Today I was able to attend a 9/11 Memorial while at work.
I’m going to flash-back to a note I wrote on Facebook a few years ago, because it still applies:
Don’t ever assume there will be an opportunity “next time.” The Saturday before the tragedy, we had gone into Manhattan to visit the Childrens’ Museum of Manhattan. Matthew had turned two, and Margaret was approaching her first birthday. Just about every subway station involved carting the loaded down double stroller up a bunch of stairs, and it had been a long day. We talked about going downtown to ride the Staten Island Ferry – something we enjoyed doing on occasion. We loved the view of the WTC and all the downtown buildings. We decided, though, that the day had been too long, and that we would do it “next time.”
Fortunately, John had stayed at work the night before until the wee hours of the morning, so he was sleeping a little late when it happened. I hadn’t checked the messages, but my mother had called and left a message telling us about the first airplane, and urging John to stay home if he wasn’t already at work. She called back when the second plane hit, and I answered the phone. I remember watching in horror as they replayed the clip of the second plane hitting. I was a little shocked that they hadn’t evacuated both buildings when the first plane hit. And I remember being really worried about my pregnant neighbor who worked in the city. (She was okay.)
Being this close to NYC, this was “in our back yard.” Children in our neighborhood lost parents, parents in our neighborhood lost children. There is a street next to our school named for Brian McAleese, one of the fallen heroes. But, while I admire and grieve for the fallen firefighters and emergency workers, I can’t help but think about the people everyone forgets.

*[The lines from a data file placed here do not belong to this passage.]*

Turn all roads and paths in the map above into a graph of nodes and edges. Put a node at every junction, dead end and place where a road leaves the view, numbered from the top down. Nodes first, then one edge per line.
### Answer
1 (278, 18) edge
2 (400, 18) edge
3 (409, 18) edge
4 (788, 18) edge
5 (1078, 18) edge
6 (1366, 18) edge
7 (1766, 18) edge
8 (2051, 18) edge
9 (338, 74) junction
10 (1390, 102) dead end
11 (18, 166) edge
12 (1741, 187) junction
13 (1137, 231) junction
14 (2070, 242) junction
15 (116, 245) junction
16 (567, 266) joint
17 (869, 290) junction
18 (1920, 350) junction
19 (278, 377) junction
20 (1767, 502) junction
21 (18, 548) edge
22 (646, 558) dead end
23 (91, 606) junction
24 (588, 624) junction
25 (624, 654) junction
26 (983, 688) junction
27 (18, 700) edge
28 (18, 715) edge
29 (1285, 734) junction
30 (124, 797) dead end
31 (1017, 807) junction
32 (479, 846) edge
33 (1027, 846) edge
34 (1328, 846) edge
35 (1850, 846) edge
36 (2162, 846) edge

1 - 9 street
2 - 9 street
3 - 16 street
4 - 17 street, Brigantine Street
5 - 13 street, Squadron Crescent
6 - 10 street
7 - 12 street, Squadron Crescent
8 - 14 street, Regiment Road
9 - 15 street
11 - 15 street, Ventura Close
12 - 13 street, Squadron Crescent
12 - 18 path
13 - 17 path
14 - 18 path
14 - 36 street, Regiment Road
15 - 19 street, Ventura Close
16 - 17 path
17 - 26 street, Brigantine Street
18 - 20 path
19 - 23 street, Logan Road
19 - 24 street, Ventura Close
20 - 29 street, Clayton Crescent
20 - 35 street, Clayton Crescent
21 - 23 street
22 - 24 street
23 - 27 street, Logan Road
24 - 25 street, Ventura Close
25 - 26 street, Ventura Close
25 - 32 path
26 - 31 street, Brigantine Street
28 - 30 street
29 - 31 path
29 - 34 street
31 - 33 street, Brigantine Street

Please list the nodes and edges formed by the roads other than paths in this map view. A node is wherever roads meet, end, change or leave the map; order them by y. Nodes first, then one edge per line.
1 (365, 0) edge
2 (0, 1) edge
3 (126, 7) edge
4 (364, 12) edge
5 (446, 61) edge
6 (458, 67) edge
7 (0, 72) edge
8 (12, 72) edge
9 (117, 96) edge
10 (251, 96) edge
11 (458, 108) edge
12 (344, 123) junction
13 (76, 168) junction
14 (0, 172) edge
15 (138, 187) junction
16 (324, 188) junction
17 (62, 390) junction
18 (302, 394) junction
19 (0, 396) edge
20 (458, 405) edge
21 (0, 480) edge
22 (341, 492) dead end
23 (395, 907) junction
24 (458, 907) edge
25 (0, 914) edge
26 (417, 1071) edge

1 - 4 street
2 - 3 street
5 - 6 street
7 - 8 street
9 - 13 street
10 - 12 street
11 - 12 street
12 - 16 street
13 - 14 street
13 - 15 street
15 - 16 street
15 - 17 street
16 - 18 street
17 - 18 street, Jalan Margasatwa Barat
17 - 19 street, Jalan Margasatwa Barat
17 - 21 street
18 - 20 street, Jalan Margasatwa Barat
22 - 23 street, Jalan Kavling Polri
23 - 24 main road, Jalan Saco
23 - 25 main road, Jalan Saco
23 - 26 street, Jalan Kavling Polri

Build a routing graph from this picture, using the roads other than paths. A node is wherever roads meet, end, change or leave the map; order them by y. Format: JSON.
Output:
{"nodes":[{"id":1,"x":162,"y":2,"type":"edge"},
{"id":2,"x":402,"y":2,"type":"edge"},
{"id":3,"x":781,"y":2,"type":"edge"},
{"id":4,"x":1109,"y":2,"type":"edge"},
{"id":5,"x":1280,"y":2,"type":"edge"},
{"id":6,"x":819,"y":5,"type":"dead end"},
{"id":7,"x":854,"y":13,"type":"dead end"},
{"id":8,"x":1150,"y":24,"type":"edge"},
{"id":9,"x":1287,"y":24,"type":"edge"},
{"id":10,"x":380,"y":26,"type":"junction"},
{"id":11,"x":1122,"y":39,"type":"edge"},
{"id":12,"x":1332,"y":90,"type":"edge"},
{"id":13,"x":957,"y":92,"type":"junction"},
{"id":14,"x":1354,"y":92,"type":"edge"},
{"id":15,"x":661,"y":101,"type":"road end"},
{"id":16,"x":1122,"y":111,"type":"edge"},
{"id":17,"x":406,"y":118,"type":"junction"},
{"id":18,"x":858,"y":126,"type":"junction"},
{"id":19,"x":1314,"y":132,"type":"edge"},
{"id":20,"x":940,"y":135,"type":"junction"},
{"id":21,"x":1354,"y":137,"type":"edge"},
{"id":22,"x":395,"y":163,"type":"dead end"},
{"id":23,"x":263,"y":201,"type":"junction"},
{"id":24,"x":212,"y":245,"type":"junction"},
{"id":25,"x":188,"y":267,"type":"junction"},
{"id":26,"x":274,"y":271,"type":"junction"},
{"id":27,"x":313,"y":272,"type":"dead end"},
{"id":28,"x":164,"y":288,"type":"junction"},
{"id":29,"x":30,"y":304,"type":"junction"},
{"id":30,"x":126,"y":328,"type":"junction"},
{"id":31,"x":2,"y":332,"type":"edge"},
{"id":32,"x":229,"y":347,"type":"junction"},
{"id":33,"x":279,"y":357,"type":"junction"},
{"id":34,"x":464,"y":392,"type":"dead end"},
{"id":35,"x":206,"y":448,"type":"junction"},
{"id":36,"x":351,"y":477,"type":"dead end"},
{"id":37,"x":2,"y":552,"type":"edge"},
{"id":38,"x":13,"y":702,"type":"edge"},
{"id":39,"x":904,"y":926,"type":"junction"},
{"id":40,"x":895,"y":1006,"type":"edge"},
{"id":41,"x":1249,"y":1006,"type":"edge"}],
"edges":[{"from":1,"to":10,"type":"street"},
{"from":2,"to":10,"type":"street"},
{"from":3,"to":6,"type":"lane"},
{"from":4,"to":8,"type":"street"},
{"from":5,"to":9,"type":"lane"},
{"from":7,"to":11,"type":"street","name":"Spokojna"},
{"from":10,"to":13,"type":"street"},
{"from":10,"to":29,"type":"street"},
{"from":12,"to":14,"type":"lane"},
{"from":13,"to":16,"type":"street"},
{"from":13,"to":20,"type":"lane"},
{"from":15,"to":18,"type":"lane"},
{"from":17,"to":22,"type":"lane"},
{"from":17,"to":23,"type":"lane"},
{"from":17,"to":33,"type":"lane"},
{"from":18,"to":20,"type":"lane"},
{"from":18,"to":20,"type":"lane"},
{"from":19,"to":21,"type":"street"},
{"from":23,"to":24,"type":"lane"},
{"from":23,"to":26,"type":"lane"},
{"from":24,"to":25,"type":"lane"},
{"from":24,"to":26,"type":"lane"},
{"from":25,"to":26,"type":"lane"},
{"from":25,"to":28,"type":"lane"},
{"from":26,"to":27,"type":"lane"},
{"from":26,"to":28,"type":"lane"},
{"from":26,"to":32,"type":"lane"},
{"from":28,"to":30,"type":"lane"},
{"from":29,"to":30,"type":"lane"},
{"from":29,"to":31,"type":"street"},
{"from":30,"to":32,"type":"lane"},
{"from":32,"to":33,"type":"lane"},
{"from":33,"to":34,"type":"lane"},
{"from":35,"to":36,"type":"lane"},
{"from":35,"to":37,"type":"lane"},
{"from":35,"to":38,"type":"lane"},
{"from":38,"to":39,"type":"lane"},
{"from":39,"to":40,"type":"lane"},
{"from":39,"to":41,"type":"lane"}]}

I think about the poor immigrant that worked at the restaurant on the top of the tower – the one who worked like a slave to set aside money to send back home to his or her family. When you rescue people for a living, you know your job involves danger. But you don’t expect to be killed when your job involves washing a bunch of dishes.
I think about the lawyers and accountants who went in early because they had to get piles of work done before the end of the fiscal year. Some of them might have even been pulling all-nighters. Each of them is grieved by the people who knew them.
I think about the people who lived near those buildings, who watched in horror and hopelessness as their safe haven disappeared before their eyes, replaced by images of horror that they will remember for the rest of their lives.
I also remember the sense of community, that amazing spirit that went through everyone in New York and around the country, even around the globe. The sense that we were all Americans, even if only in spirit, that we were all standing against the evil that had touched us. There was a sense that we would stand strong, even when crippled with grief.
I remember when the first airplanes began to fly again after the tragedy. There was this nervous excitement to see an airplane in the sky again. There was a sense that while we had lost so much, we would be able to move forward.